- What the task asks: Write out nothing but the lines from the first line of the entries below through the line with "0 #9e959f) drop-shadow(-2px"; no pictures go in.

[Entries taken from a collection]
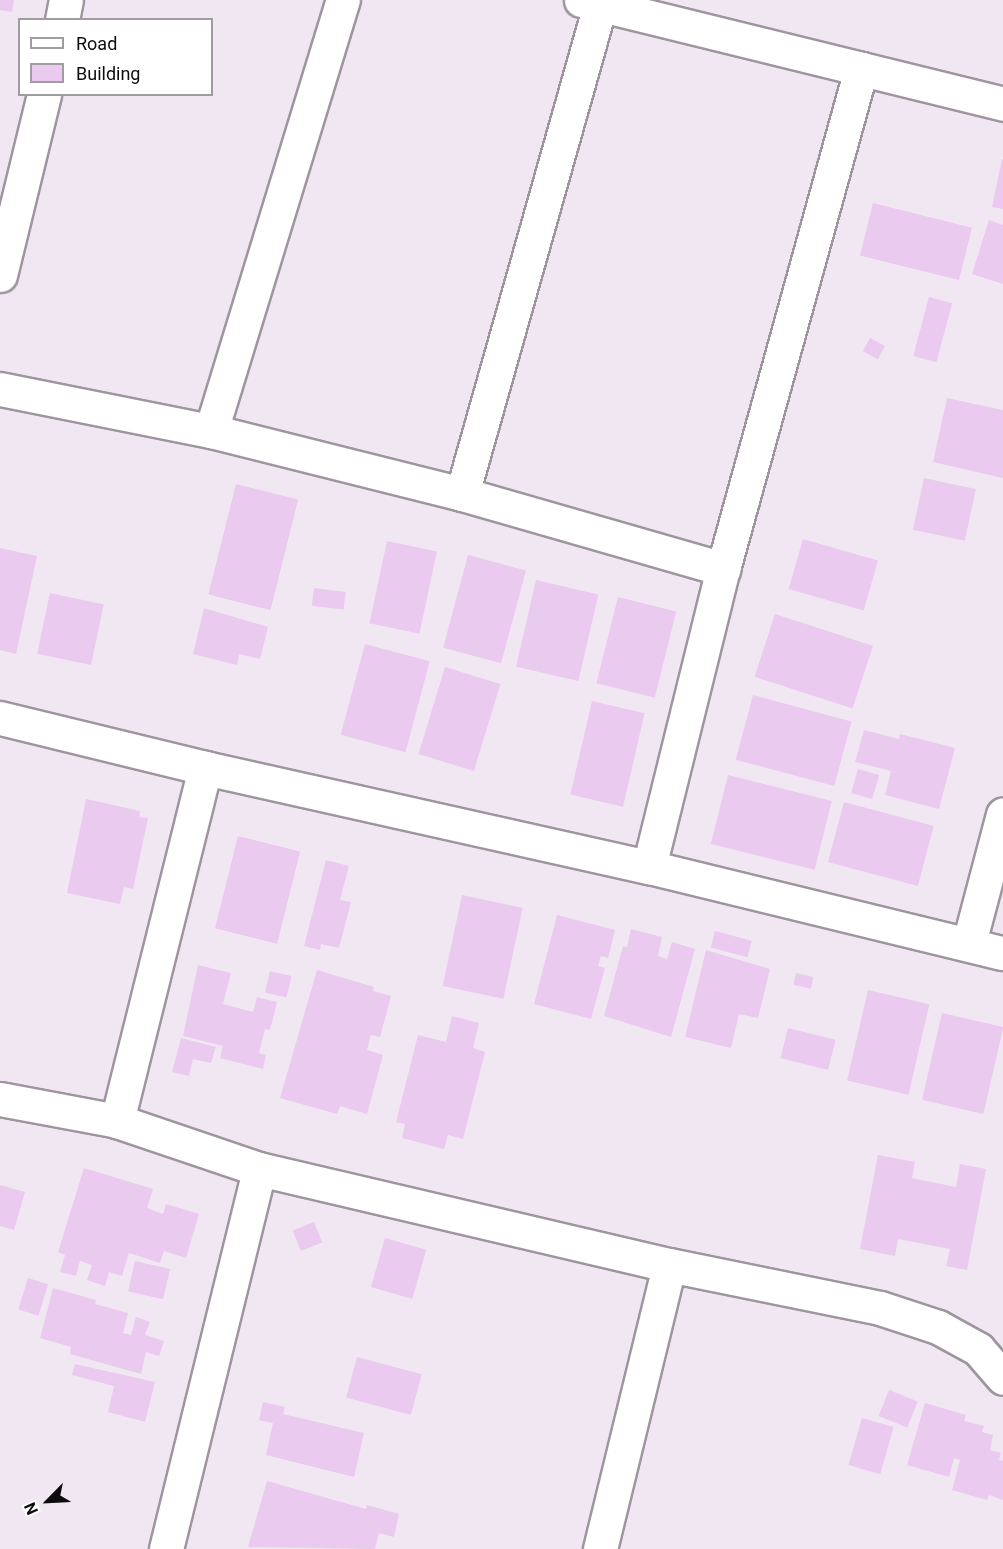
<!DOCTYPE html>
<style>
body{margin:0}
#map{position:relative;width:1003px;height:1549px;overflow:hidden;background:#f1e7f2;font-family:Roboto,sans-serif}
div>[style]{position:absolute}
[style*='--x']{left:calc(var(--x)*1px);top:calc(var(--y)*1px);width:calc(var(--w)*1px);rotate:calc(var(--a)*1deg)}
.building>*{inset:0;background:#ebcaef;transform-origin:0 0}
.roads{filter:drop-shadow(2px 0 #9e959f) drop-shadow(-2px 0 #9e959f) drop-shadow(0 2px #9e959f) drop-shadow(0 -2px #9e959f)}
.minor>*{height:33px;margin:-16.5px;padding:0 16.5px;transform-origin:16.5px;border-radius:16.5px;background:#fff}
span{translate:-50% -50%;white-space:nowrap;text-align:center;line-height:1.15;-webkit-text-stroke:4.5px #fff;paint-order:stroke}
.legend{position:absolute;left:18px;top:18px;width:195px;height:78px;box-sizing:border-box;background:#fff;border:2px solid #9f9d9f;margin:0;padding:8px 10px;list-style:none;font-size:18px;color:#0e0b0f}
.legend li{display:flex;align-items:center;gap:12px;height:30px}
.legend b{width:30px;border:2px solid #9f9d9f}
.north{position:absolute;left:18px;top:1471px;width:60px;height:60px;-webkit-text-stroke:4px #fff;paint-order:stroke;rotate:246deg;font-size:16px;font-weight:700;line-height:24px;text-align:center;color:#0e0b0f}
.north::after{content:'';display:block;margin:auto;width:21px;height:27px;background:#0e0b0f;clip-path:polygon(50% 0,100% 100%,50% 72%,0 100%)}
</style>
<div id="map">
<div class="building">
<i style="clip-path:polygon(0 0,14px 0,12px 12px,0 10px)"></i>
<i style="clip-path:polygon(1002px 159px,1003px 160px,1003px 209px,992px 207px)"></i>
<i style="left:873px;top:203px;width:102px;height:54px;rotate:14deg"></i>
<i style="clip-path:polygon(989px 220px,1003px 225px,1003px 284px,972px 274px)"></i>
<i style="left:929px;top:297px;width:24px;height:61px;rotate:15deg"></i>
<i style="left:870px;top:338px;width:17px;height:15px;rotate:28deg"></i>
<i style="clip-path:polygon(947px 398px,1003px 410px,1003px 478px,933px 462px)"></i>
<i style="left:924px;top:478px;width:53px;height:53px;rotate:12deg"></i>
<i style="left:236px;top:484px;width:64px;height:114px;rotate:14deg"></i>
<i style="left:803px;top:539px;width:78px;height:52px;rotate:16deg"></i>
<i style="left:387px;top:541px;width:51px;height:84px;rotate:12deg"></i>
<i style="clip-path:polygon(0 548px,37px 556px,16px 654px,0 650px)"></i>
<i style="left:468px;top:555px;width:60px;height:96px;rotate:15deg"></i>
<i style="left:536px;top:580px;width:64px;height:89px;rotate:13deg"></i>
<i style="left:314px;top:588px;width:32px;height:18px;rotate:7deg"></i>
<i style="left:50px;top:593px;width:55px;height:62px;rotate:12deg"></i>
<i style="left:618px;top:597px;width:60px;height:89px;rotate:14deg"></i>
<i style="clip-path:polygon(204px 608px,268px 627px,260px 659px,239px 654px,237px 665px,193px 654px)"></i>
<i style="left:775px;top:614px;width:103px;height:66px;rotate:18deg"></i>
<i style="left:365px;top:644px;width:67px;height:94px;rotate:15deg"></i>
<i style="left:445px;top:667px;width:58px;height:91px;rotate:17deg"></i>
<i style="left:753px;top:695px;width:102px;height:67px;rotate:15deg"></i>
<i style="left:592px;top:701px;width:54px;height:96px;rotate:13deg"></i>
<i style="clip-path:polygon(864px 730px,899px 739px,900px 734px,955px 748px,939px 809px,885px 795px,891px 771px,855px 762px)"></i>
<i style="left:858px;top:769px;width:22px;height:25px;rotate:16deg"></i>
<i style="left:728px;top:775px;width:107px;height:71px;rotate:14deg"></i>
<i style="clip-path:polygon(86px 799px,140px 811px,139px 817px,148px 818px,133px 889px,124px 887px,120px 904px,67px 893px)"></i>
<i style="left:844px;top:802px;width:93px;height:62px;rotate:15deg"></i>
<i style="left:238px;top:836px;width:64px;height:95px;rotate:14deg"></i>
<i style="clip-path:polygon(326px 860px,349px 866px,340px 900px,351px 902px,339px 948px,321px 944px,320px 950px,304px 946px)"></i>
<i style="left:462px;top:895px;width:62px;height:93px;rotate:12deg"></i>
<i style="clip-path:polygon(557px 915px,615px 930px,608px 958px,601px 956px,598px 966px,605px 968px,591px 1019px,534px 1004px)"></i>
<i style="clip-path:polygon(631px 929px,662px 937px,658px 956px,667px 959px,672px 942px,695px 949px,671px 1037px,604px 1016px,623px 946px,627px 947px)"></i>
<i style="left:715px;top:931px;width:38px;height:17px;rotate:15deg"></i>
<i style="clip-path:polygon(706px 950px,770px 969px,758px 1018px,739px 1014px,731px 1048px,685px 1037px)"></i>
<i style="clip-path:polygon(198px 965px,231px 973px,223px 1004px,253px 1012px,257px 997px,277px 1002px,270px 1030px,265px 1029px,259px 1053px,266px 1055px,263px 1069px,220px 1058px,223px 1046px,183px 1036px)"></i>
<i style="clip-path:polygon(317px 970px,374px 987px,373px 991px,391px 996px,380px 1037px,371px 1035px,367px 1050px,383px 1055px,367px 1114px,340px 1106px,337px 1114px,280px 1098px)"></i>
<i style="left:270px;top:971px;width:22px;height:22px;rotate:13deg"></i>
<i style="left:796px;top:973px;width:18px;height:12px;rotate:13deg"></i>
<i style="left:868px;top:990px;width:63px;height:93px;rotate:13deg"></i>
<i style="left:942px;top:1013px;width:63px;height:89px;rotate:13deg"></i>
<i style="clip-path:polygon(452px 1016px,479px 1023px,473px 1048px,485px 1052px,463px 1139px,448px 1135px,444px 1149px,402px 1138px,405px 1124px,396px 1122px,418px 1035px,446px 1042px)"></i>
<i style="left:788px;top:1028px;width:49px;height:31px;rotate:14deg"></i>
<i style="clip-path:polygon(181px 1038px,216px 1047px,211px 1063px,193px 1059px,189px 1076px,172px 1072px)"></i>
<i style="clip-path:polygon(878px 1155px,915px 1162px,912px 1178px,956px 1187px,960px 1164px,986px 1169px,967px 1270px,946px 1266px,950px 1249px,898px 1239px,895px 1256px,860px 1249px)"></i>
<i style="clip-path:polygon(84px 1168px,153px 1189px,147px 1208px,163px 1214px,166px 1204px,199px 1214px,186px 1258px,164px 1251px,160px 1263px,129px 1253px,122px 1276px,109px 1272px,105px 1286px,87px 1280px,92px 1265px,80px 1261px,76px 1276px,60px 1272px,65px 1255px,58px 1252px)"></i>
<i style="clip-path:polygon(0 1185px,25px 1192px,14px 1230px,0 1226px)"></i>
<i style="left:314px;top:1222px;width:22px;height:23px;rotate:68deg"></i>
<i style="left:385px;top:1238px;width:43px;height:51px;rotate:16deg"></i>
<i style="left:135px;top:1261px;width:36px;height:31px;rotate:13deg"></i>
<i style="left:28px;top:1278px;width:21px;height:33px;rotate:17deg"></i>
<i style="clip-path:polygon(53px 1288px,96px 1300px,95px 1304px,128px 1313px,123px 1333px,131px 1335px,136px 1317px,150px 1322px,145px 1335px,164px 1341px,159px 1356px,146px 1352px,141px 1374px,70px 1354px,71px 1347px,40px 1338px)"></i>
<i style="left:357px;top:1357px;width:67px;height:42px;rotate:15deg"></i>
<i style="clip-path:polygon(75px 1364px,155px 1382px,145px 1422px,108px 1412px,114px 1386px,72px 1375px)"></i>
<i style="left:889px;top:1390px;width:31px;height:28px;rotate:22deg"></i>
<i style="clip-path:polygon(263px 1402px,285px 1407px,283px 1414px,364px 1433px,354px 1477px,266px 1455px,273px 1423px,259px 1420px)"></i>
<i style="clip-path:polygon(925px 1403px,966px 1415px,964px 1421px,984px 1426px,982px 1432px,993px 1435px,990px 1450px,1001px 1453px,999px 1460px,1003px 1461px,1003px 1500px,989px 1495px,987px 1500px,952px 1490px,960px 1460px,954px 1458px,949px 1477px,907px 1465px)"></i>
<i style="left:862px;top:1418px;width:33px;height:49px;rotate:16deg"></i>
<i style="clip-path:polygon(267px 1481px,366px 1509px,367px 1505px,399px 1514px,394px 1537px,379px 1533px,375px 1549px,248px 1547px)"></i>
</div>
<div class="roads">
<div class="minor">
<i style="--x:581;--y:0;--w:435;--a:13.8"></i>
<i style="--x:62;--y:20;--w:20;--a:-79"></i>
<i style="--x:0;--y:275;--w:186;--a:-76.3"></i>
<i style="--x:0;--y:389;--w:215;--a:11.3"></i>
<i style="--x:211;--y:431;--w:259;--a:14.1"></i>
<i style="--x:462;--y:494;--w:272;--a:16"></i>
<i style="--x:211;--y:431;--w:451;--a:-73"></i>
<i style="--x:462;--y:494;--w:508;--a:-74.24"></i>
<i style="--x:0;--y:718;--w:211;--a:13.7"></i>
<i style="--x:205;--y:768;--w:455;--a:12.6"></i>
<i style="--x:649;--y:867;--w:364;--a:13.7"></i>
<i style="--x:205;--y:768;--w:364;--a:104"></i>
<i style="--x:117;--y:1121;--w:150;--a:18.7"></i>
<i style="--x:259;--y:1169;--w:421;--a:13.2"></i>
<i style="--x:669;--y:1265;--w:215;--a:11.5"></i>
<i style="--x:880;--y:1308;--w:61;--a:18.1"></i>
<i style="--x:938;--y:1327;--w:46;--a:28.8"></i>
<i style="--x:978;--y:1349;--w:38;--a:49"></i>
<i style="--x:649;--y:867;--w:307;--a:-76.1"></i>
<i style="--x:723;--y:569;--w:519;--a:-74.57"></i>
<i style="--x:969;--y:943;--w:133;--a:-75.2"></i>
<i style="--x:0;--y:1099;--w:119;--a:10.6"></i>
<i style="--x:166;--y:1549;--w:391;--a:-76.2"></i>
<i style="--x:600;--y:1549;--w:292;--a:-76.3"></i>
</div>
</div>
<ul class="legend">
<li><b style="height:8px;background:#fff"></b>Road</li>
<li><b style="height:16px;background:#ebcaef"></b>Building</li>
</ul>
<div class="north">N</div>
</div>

- Answer area:
<!DOCTYPE html>
<style>
body{margin:0}
#map{position:relative;width:1003px;height:1549px;overflow:hidden;background:#f1e7f2;font-family:Roboto,sans-serif}
div>[style]{position:absolute}
[style*='--x']{left:calc(var(--x)*1px);top:calc(var(--y)*1px);width:calc(var(--w)*1px);rotate:calc(var(--a)*1deg)}
.building>*{inset:0;background:#ebcaef;transform-origin:0 0}
.roads{filter:drop-shadow(2px 0 #9e959f) drop-shadow(-2px 0 #9e959f) drop-shadow(0 2px #9e959f) drop-shadow(0 -2px #9e959f)}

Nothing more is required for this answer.